The CLP leader's surprising move on the floor of the House is contrary to the stand of Punjab Congress chief Partap Singh Bajwa who had been raising the pitch for a CBI-led probe into this racket while demanding resignation of revenue and public relations minister Majithia, who is a brother-in-law of deputy chief minister Sukhbir Singh Badal.
After the arrested wrestler-turned-druglord Jagdish Singh Bhola on January 6 had alleged that Majithia was the kingpin of the drug racket, prompting the Congress to demand a CBI probe, former chief minister Capt Amarinder Singh had also taken a diametrically opposite stand. On January 10, Capt Amarinder while opposing the Congress' demand to transfer this case from the state police to the central agency had said it would mean playing into the hands of criminals and vested interests.
"Those who have vested interests are demanding shifting of the probe of this case to the CBI…," the Captain had said in a signed statement, endorsing the ongoing Punjab Police investigation into an unfolding, multi-layered drug mafia that has raised the political temperature in the border state.
Now, Jakhar's statement is also set to further blunt the Congress's attack on the ruling Akali Dal on the issue in the run-up to forthcoming Lok Sabha elections. Not this, Jakhar's stand brings to the fore the sharp differences within the faction-ridden Congress's strategy to corner the ruling SAD-BJP on the issue.
On Wednesday, the attempts of the opposition Congress to strike deep inside the ruling Akali Dal-BJP regime by using the recently busted multi-crore drug racket as an ammunition lacked the firepower, precision and the much-needed punch during the Vidhan Sabha proceedings.

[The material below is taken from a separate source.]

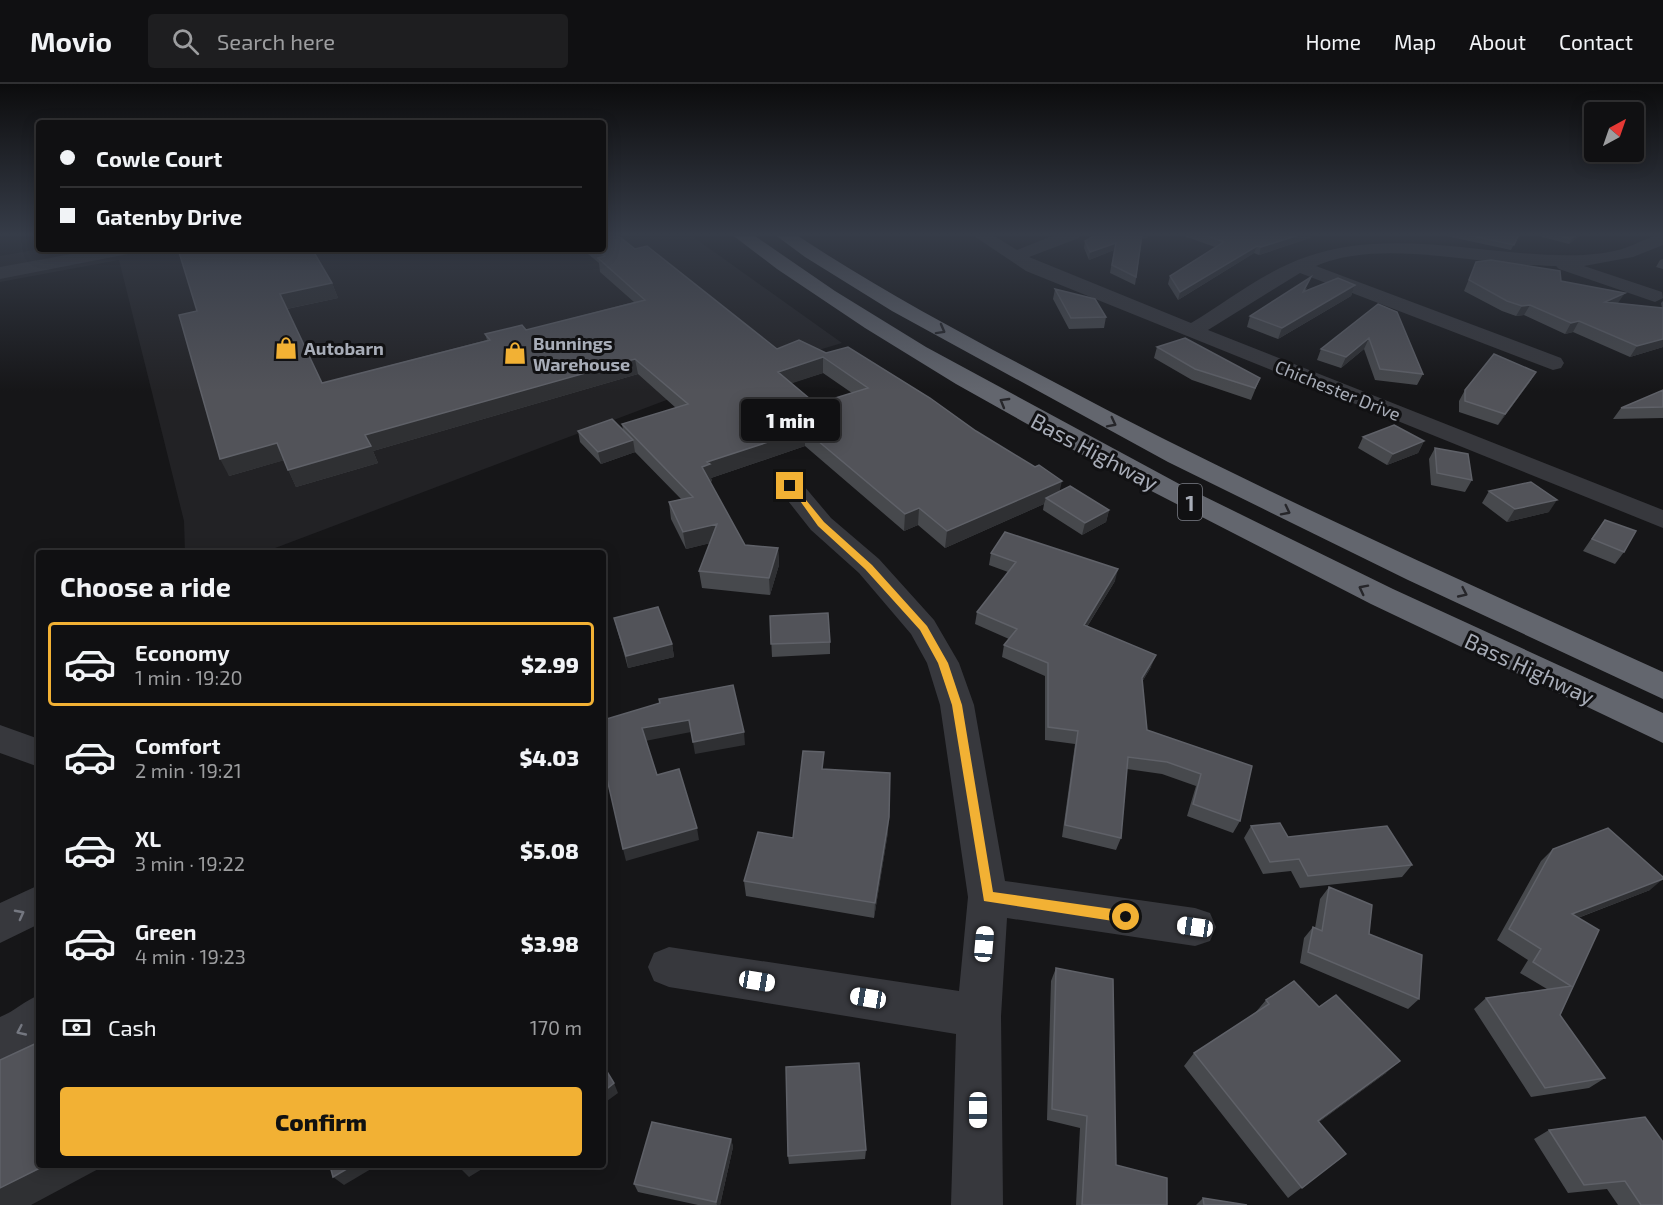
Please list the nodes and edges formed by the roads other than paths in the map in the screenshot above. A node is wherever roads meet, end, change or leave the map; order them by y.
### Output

Instead of causing embarrassment to revenue and public relations minister Majithia, the CLP leader said he hoped the minister was not involved. The opposition also attempted to corner another Akali minister Sarwan Singh Phillaur on the drug issue and BJP minister Anil Joshi for having made votes in two different constituencies. As the Congress was unable to put the government on the back foot, chief minister Parkash Singh Badal responded, saying: "The planning of the CLP leader has failed. He should seek my advice…"
Leading the party's attack during the Zero Hour, Jakhar said: "I hope and believe Majithia is not involved." The statement brought cheers on the faces of the ruling party members and the revenue minister who was finding himself in the dock so far and he quickly applauded Jakhar for giving the "clean chit".
"If somebody does anything wrong he will pay for it," Majithia said, responding to Jakhar's contention that Youth Akali Dal activists could be involved in the wrongdoings.
Later, during the debate on the motion of thanks on the governor's address, the CLP leader again attempted to strike within the government on the drug racket issue while cautioning Majithia that he was under attack from within the SAD. "I definitely have a soft corner for Majithia," Jakhar said. "There is something fishy. There is somebody in this establishment (SAD-BJP government)…not happy with your (Majithia's) performance," the CLP leader said, indirectly saying that Bhola accusing Majithia was stage-managed. Jakhar wondered why and who in advance had tipped off the media that Bhola would say something while being produced before the court at SAS Nagar.
"Punjab police are fixing people…This is why we are seeking a CBI probe," Jakhar said.
Earlier, the CLP leader said the government had failed to keep its promise of adopting zero tolerance to drug menace. This prompted the chief minister who challenged the opposition: "Let there be a debate. Let the Congress field its specialists on drugs, who are aware of this trade. We will prove our point."
At this the deputy CM interjected, saying: "No one can match our efforts and the scale and size of the war we have waged against drugs."